━━━ RECORD SET
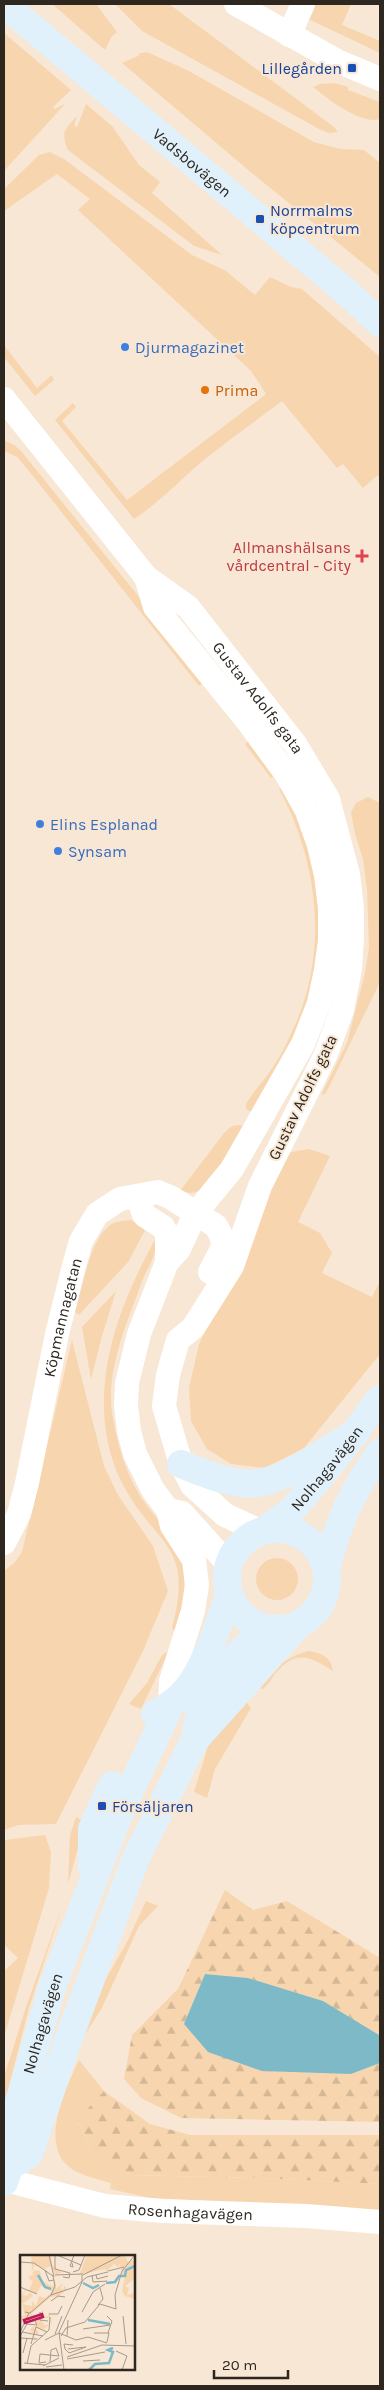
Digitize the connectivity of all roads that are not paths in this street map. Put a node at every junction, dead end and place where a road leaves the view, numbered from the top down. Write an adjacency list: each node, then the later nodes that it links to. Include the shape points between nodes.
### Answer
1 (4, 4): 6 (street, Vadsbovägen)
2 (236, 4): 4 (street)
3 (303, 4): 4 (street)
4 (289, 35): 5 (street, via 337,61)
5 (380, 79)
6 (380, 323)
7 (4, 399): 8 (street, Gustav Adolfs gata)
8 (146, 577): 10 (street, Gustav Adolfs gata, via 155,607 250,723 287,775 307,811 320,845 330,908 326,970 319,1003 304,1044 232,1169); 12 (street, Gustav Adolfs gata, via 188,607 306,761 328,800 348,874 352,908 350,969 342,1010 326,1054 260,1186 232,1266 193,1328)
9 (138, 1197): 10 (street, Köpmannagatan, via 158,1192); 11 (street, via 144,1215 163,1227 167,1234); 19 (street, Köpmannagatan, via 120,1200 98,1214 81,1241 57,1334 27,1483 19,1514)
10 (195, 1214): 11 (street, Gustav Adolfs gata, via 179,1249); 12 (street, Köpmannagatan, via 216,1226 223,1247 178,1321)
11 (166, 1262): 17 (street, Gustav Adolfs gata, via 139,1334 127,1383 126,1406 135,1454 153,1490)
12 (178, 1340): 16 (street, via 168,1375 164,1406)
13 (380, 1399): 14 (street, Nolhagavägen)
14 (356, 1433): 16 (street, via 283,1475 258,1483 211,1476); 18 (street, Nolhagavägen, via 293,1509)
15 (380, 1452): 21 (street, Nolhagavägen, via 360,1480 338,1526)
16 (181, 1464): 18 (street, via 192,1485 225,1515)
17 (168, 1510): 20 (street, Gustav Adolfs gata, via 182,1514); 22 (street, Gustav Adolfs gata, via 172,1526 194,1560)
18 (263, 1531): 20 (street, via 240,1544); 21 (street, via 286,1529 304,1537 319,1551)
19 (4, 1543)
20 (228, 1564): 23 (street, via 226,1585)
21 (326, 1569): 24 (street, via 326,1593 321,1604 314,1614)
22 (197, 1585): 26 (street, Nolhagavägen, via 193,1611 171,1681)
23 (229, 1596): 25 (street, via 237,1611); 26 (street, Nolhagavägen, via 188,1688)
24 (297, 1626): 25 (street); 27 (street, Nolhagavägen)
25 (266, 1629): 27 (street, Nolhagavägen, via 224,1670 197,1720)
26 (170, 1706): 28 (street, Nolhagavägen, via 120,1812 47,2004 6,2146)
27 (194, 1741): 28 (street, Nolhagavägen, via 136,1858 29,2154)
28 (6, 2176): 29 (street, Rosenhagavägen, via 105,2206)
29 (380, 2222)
━━━━━━
**EXERCISE BRIEF:** Check every line of the listing for the string "Köpmannagatan" and report how many lines have it, as a number alone.

**TASK RESPONSE:** 2